Enquanto o Brasil se prepara para sediar a 30ª Conferência da ONU sobre Mudanças Climáticas em novembro de 2025, em Belém, os sinais do impacto do aquecimento global sobre os oceanos já são evidentes em diversas partes do país. O aumento do nível do mar, tema que deve ganhar destaque na COP30, deixou de ser uma preocupação futura e passou a fazer parte do cotidiano de cidades litorâneas como Recife, Florianópolis e Porto Alegre.
O fenômeno está diretamente ligado a dois processos principais: a expansão térmica da água, causada pelo aumento da temperatura dos oceanos, e o derretimento de geleiras continentais. Ambos os fatores contribuem para o avanço das águas sobre o continente, como explica o professor Eduardo Siegle, do Instituto Oceanográfico da USP. Segundo ele, os registros atuais mostram uma elevação superior a 20 centímetros no nível do mar ao longo do último século. As projeções para 2050 indicam uma alta adicional entre 15 e 35 centímetros, podendo ser até 30% maior em locais onde há afundamento natural do solo.
A elevação do mar traz consigo uma série de consequências. Em Recife, a maré alta já provoca inundações em bairros como Brasília Teimosa, Pina e Boa Viagem. A cidade, construída em área de baixa altitude, é uma das mais vulneráveis às mudanças climáticas. No Sul, eventos extremos se intensificam. Em maio de 2024, Porto Alegre sofreu com inundações agravadas por chuvas intensas, ventos litorâneos e marés meteorológicas. Santa Catarina, por sua vez, convive com ressacas e ciclones extratropicais que empurram as águas para dentro das cidades e desgastam a linha costeira.
A intrusão de água salgada ameaça ainda os lençóis freáticos e altera a composição dos solos, afetando o abastecimento de água potável e a agricultura. Além disso, o avanço das águas acelera a erosão de praias e compromete infraestruturas urbanas como portos, avenidas e sistemas de drenagem, todos construídos em épocas em que o nível do mar era consideravelmente mais baixo.
César Barbedo Rocha, também professor do Instituto Oceanográfico da USP, destaca que os oceanos absorveram cerca de 90% do calor adicional gerado pelo aquecimento global nas últimas décadas. Isso ajudou a conter o aumento da temperatura do ar, mas agravou a situação marítima. Os efeitos já observados confirmam os piores cenários previstos por modelos climáticos.

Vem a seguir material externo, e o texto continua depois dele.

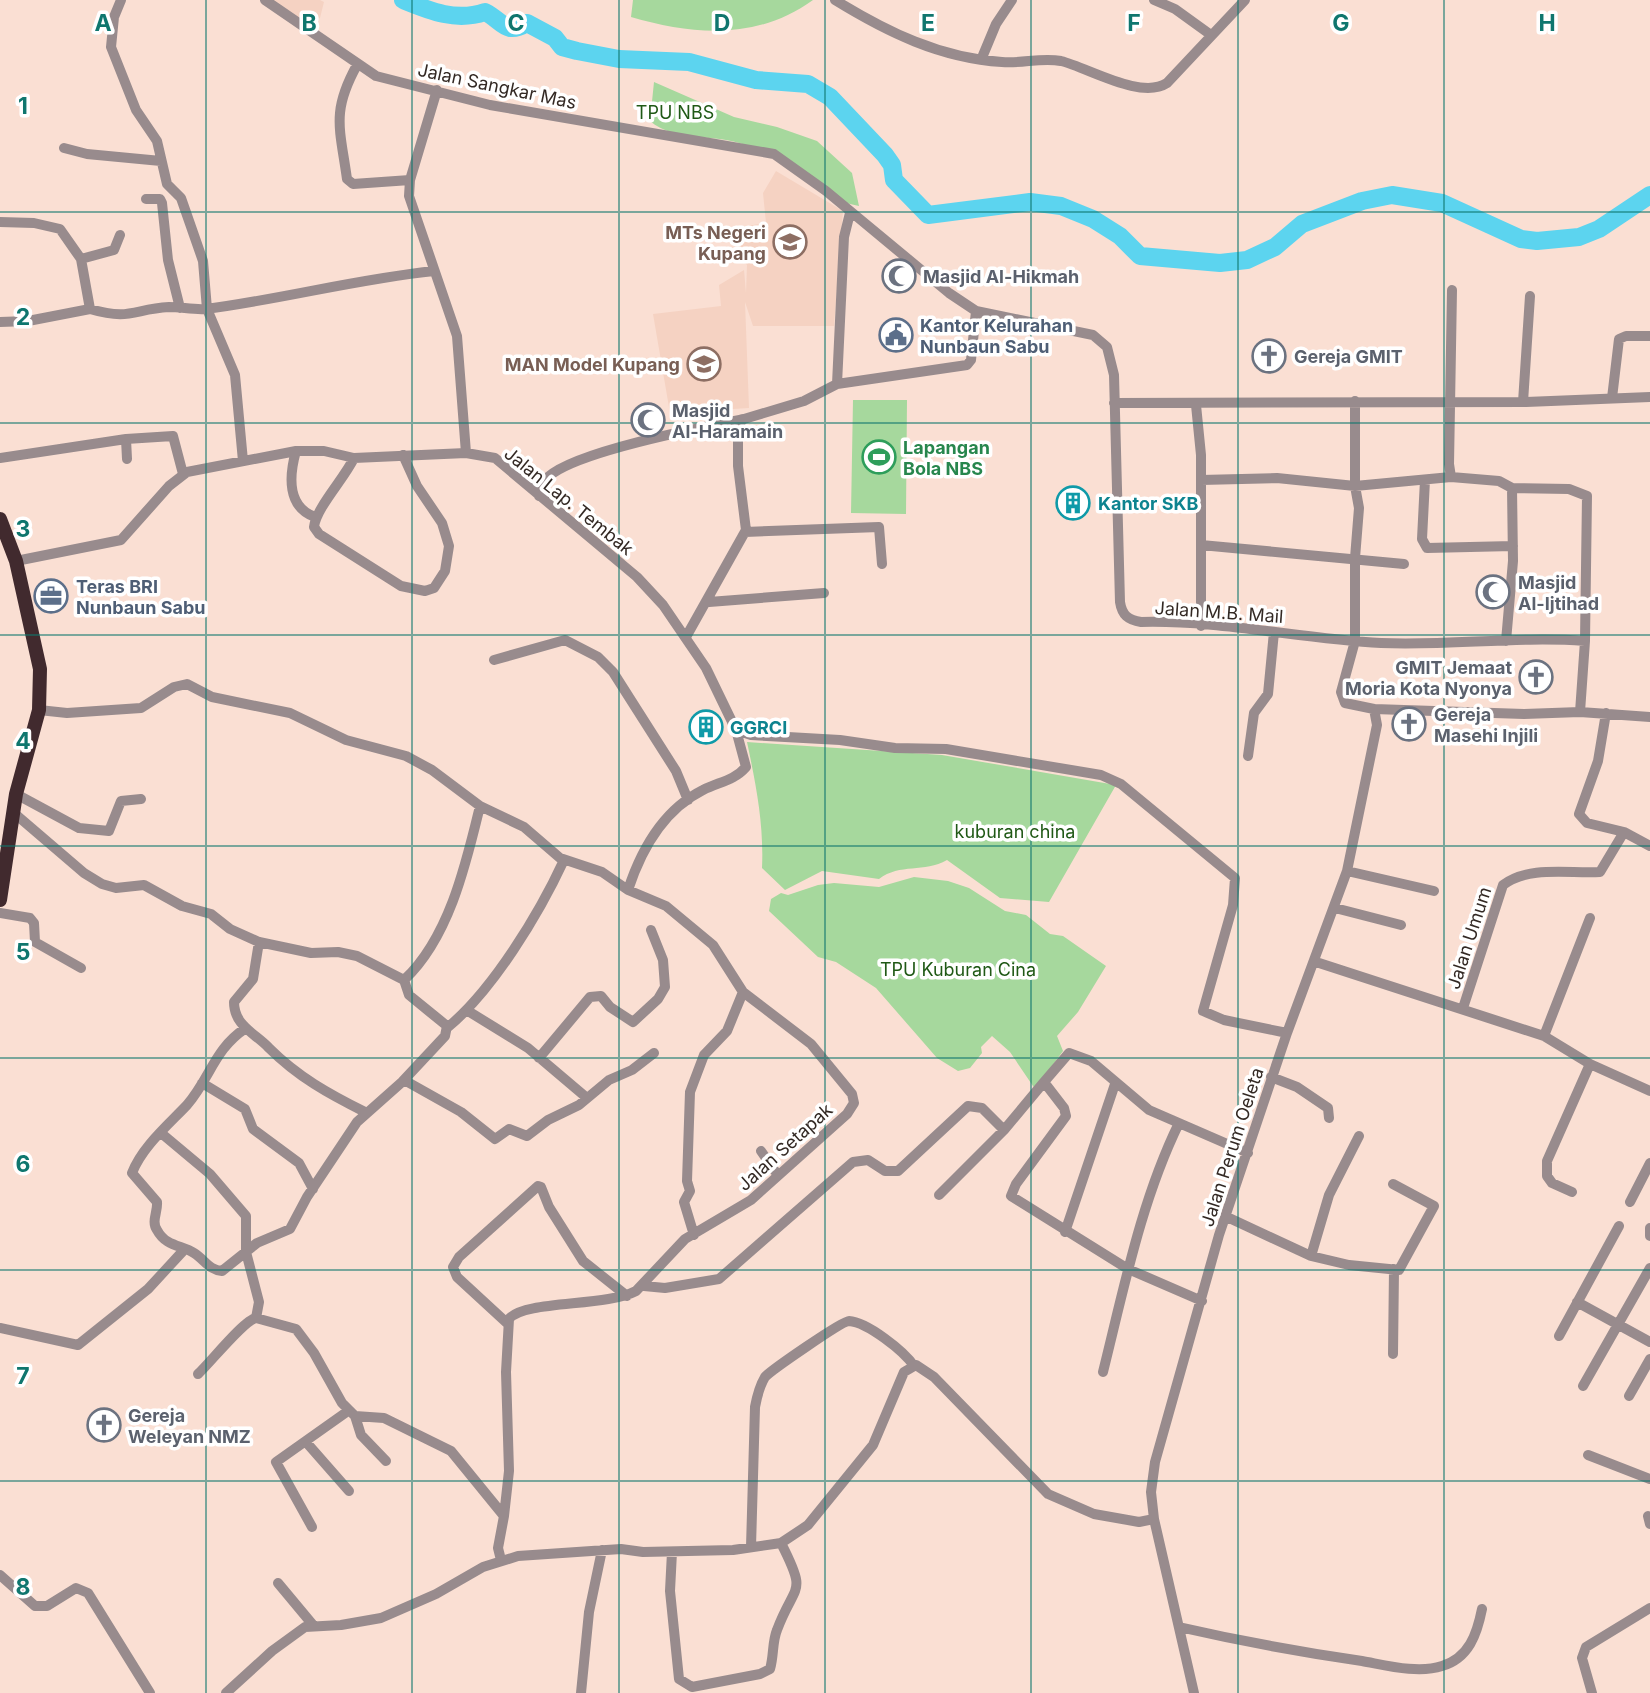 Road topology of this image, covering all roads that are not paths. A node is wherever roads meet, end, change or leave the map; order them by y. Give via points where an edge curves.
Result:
1 (121, 0) edge
2 (265, 0) edge
3 (836, 0) edge
4 (1012, 0) edge
5 (1154, 0) edge
6 (1245, 0) edge
7 (1211, 35) junction
8 (981, 60) junction
9 (357, 65) junction
10 (437, 90) junction
11 (64, 148) dead end
12 (161, 160) junction
13 (410, 180) junction
14 (146, 199) dead end
15 (850, 213) junction
16 (0, 222) edge
17 (120, 235) dead end
18 (82, 259) junction
19 (434, 271) junction
20 (1452, 290) dead end
21 (1530, 296) dead end
22 (180, 308) junction
23 (90, 309) junction
24 (207, 309) junction
25 (976, 311) junction
26 (0, 322) edge
27 (1650, 336) edge
28 (838, 384) junction
29 (1650, 397) edge
30 (1612, 398) junction
31 (1355, 401) junction
32 (1448, 402) junction
33 (1524, 402) junction
34 (1114, 403) junction
35 (1196, 405) junction
36 (744, 419) junction
37 (126, 439) junction
38 (296, 451) junction
39 (466, 453) junction
40 (403, 455) junction
41 (0, 458) edge
42 (354, 458) junction
43 (127, 459) dead end
44 (243, 461) junction
45 (183, 474) junction
46 (1451, 477) junction
47 (1201, 480) junction
48 (1425, 480) junction
49 (1355, 486) junction
50 (1512, 488) junction
51 (539, 495) junction
52 (315, 517) junction
53 (0, 519) edge
54 (745, 532) junction
55 (1201, 545) junction
56 (1513, 546) junction
57 (1355, 558) junction
58 (16, 561) junction
59 (882, 564) dead end
60 (1404, 564) dead end
61 (824, 593) dead end
62 (709, 602) junction
63 (1202, 626) junction
64 (1274, 632) junction
65 (686, 637) junction
66 (1355, 641) junction
67 (1506, 641) junction
68 (1585, 641) junction
69 (494, 660) dead end
70 (1374, 709) junction
71 (39, 710) junction
72 (1580, 712) junction
73 (1606, 713) junction
74 (1650, 717) edge
75 (736, 730) junction
76 (1248, 756) dead end
77 (16, 794) junction
78 (141, 799) dead end
79 (688, 800) junction
80 (480, 806) junction
81 (14, 813) junction
82 (1624, 832) junction
83 (1650, 846) edge
84 (564, 860) junction
85 (1347, 872) junction
86 (628, 890) junction
87 (1434, 891) dead end
88 (0, 900) edge
89 (1335, 908) junction
90 (0, 914) edge
91 (1590, 918) dead end
92 (1401, 925) dead end
93 (652, 930) dead end
94 (259, 942) junction
95 (1316, 962) junction
96 (81, 968) dead end
97 (404, 980) junction
98 (743, 992) junction
99 (1462, 1007) junction
100 (468, 1011) junction
101 (246, 1028) junction
102 (447, 1028) junction
103 (1287, 1032) junction
104 (1544, 1036) junction
105 (654, 1053) dead end
106 (539, 1058) junction
107 (1590, 1064) junction
108 (1271, 1077) junction
109 (404, 1080) junction
110 (1044, 1082) junction
111 (202, 1083) junction
112 (1115, 1084) junction
113 (1650, 1091) edge
114 (587, 1098) junction
115 (365, 1112) junction
116 (1329, 1118) dead end
117 (1179, 1123) junction
118 (1004, 1130) junction
119 (161, 1133) junction
120 (1359, 1136) dead end
121 (761, 1151) dead end
122 (1248, 1153) junction
123 (1650, 1163) edge
124 (777, 1174) junction
125 (1393, 1184) dead end
126 (313, 1189) junction
127 (1572, 1192) dead end
128 (939, 1195) dead end
129 (1630, 1202) dead end
130 (1227, 1217) junction
131 (1619, 1226) dead end
132 (1650, 1228) edge
133 (1065, 1232) junction
134 (694, 1235) junction
135 (1650, 1236) edge
136 (183, 1251) junction
137 (246, 1252) junction
138 (1311, 1256) junction
139 (1650, 1268) edge
140 (1128, 1269) junction
141 (1394, 1269) junction
142 (644, 1286) junction
143 (627, 1296) junction
144 (1202, 1301) junction
145 (1577, 1302) junction
146 (256, 1318) junction
147 (507, 1323) junction
148 (1618, 1324) junction
149 (0, 1328) edge
150 (1559, 1336) dead end
151 (1650, 1342) edge
152 (1393, 1354) dead end
153 (1650, 1359) edge
154 (914, 1366) junction
155 (1103, 1372) dead end
156 (198, 1374) dead end
157 (1584, 1386) dead end
158 (1629, 1396) dead end
159 (352, 1413) junction
160 (306, 1442) junction
161 (1588, 1455) dead end
162 (386, 1461) dead end
163 (1650, 1479) edge
164 (349, 1491) dead end
165 (504, 1516) junction
166 (1154, 1519) junction
167 (312, 1527) dead end
168 (781, 1543) junction
169 (751, 1547) junction
170 (602, 1550) junction
171 (673, 1552) junction
172 (501, 1560) junction
173 (0, 1576) edge
174 (278, 1583) dead end
175 (1650, 1608) edge
176 (1482, 1609) dead end
177 (313, 1625) junction
178 (1179, 1627) junction
179 (150, 1693) edge
180 (226, 1693) edge
181 (582, 1693) edge
182 (1194, 1693) edge
183 (1592, 1693) edge

1 - 12 street via 111,47 136,110 157,141
2 - 9 street, Jalan Sangkar Mas
3 - 8 street via 917,44
4 - 8 street
5 - 7 street
6 - 7 street
7 - 8 street via 1167,83 1154,89 1060,61
9 - 10 street, Jalan Sangkar Mas via 376,76
9 - 13 street via 342,92 337,116 347,178 353,184
10 - 13 street
10 - 15 street, Jalan Sangkar Mas via 530,113 767,152 795,167
11 - 12 street
12 - 24 street via 167,184 181,198 203,261
13 - 19 street via 410,203
14 - 22 street via 163,202 168,260
15 - 25 street, Jalan Sangkar Mas
15 - 28 street via 843,249
16 - 18 street via 57,227
17 - 18 street via 114,250
18 - 23 street
19 - 24 street
19 - 39 street via 460,352
20 - 32 street
21 - 33 street
22 - 23 street via 130,316
22 - 24 street
23 - 26 street
24 - 44 street via 233,366
25 - 28 street via 967,365
25 - 34 street via 1098,337 1111,357
27 - 30 street via 1619,339
28 - 36 street via 804,401
29 - 30 street
30 - 33 street
31 - 32 street
31 - 35 street
31 - 49 street
32 - 33 street
32 - 46 street
34 - 35 street
34 - 63 street, Jalan M.B. Mail via 1121,611 1141,622
35 - 47 street
36 - 51 street via 624,446 574,463 547,478
36 - 54 street via 736,431
37 - 41 street
37 - 43 street
37 - 45 street via 173,436
38 - 42 street, Jalan Lap. Tembak
38 - 44 street, Jalan Lap. Tembak
38 - 52 street via 292,494 305,513
39 - 40 street, Jalan Lap. Tembak
39 - 51 street, Jalan Lap. Tembak via 495,458
40 - 42 street, Jalan Lap. Tembak
40 - 52 street via 442,523 449,546 445,571 433,588 412,589 387,578 319,534
42 - 52 street
44 - 45 street, Jalan Lap. Tembak
45 - 58 street via 121,540
46 - 48 street
46 - 50 street via 1499,481
47 - 49 street via 1277,478
47 - 55 street
48 - 49 street
48 - 56 street via 1422,539 1427,548
49 - 57 street via 1359,508
50 - 56 street
50 - 68 street via 1569,489 1587,496
51 - 65 street, Jalan Lap. Tembak via 637,577
53 - 58 highway
54 - 59 street via 879,527
54 - 62 street
55 - 57 street
55 - 63 street
56 - 67 street
57 - 60 street
57 - 66 street
58 - 71 highway via 37,646
61 - 62 street
62 - 65 street
63 - 64 street, Jalan M.B. Mail
64 - 66 street, Jalan M.B. Mail
64 - 76 street via 1268,694 1254,713
65 - 75 street, Jalan Lap. Tembak
66 - 67 street, Jalan M.B. Mail
66 - 70 street via 1342,699
67 - 68 street, Jalan M.B. Mail
68 - 72 street
69 - 79 street via 565,640 598,657 633,702 676,771
70 - 72 street
70 - 85 street, Jalan Perum Oeleta via 1377,725
71 - 77 highway
71 - 80 street, Jalan Setapak via 67,713 141,708 187,684 212,697 290,713 346,740 406,756
72 - 73 street
73 - 74 street
73 - 82 street via 1598,761 1579,814 1587,823
75 - 79 street, Jalan Lap. Tembak via 746,767
75 - 103 street via 751,735 946,749 1101,775 1121,784 1235,878 1233,905 1203,1011 1224,1020
77 - 78 street via 79,828 108,831 121,801
77 - 81 highway
79 - 86 street via 667,816 651,838
80 - 84 street, Jalan Setapak via 524,827
80 - 97 street via 440,928 424,958
81 - 88 highway
81 - 94 street via 93,879 116,888 144,885 182,906 211,914
82 - 83 street
82 - 99 street, Jalan Umum via 1600,872 1534,874 1503,885
84 - 86 street, Jalan Setapak via 607,874
84 - 100 street via 542,904
85 - 87 street
85 - 89 street, Jalan Perum Oeleta
86 - 98 street, Jalan Setapak via 666,906 713,945
89 - 92 street
89 - 95 street, Jalan Perum Oeleta
90 - 96 street via 30,918 35,942
91 - 104 street
93 - 106 street via 666,974 658,999 633,1022 601,996 590,997
94 - 97 street via 311,953 357,956
94 - 101 street via 253,979 234,1002 237,1019
95 - 99 street
95 - 103 street, Jalan Perum Oeleta
97 - 102 street via 409,995
98 - 124 street, Jalan Setapak via 811,1044 854,1100 847,1114
98 - 134 street via 727,1031 704,1055 690,1091 690,1191 684,1209
99 - 104 street
100 - 102 street
100 - 106 street
101 - 111 street via 219,1050
101 - 115 street via 317,1088
102 - 109 street via 445,1036
103 - 108 street, Jalan Perum Oeleta
104 - 107 street
105 - 114 street
106 - 114 street
107 - 113 street
107 - 127 street via 1547,1161 1552,1183
108 - 116 street via 1319,1100 1328,1108
108 - 122 street, Jalan Perum Oeleta
109 - 114 street via 461,1112 495,1139 509,1129 527,1136
109 - 115 street
110 - 112 street via 1069,1052 1091,1062
110 - 118 street
110 - 133 street via 1066,1116 1011,1194
111 - 119 street
111 - 126 street via 244,1109 253,1129 299,1163
112 - 117 street via 1149,1110
112 - 133 street
115 - 126 street
117 - 122 street
117 - 140 street via 1159,1167
118 - 128 street
118 - 142 street via 982,1108 968,1106 898,1171 885,1171 868,1160 853,1162 719,1279 665,1288
119 - 136 street via 132,1173 157,1202 157,1231
119 - 137 street via 210,1174 244,1211
120 - 138 street via 1329,1195
121 - 124 street
122 - 130 street, Jalan Perum Oeleta
123 - 129 street
124 - 134 street, Jalan Setapak via 736,1211
125 - 141 street via 1434,1206 1399,1270
126 - 137 street via 290,1229
130 - 138 street
130 - 144 street, Jalan Perum Oeleta
131 - 145 street
132 - 135 street
133 - 140 street
134 - 142 street, Jalan Setapak via 655,1268
136 - 137 street via 191,1251 222,1272
136 - 149 street via 148,1289 78,1345
137 - 146 street via 258,1302
138 - 141 street
139 - 148 street
140 - 144 street
140 - 155 street
141 - 152 street
142 - 143 street, Jalan Setapak
143 - 147 street, Jalan Setapak via 522,1310
143 - 147 street via 583,1261 538,1186 458,1258 453,1268
144 - 166 street, Jalan Perum Oeleta via 1155,1462
145 - 148 street
145 - 150 street
146 - 156 street via 243,1324
146 - 159 street via 296,1329
147 - 165 street via 509,1471
148 - 151 street
148 - 157 street
153 - 158 street
154 - 166 street via 934,1377 1048,1494 1094,1514 1139,1522
154 - 168 street via 904,1372 873,1445 808,1525
154 - 169 street via 895,1346 862,1325 846,1321 765,1377 755,1407
159 - 160 street
159 - 162 street via 361,1436
159 - 165 street via 384,1418 451,1451
160 - 164 street
160 - 167 street via 276,1465
161 - 163 street
165 - 172 street via 498,1548
166 - 178 street, Jalan Perum Oeleta
168 - 169 street
168 - 171 street via 795,1570 797,1590 775,1633 769,1669 692,1688 679,1679 670,1591
169 - 171 street
170 - 171 street
170 - 172 street via 533,1553
170 - 181 street via 589,1612
172 - 177 street via 382,1618
173 - 179 street via 35,1606 47,1606 76,1588 88,1593
174 - 177 street
175 - 183 street via 1586,1647 1582,1658
176 - 178 street via 1466,1650 1457,1659 1432,1668 1389,1666
177 - 180 street via 289,1637
178 - 182 street, Jalan Perum Oeleta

A ciência utiliza uma combinação de tecnologias para acompanhar essas mudanças. Marégrafos instalados em regiões costeiras medem as variações locais, enquanto satélites monitoram o nível do mar em escala global desde os anos 1990. Sensores em navios e boias fornecem dados sobre o aquecimento das águas. Os resultados são claros: o mar está subindo mais rápido do que se previa. Em 2024, a NASA identificou um aumento anual de 0,59 cm — acima dos 0,43 cm esperados.
Embora não haja uma solução única para conter a elevação do nível do mar, especialistas apontam caminhos. A realocação de moradores e infraestruturas para áreas mais seguras, a recuperação de ecossistemas naturais como manguezais e dunas, e a implementação de obras pontuais de proteção são medidas possíveis para mitigar os efeitos nas regiões mais expostas.
No entanto, a tendência de elevação das águas deve continuar pelos próximos séculos, mesmo que o aquecimento global seja drasticamente reduzido agora. O que está em jogo é o ritmo desse avanço. A COP30, ao reunir lideranças globais no coração da Amazônia, será um espaço decisivo para traçar estratégias que podem retardar esse processo e proteger as populações costeiras do mundo inteiro.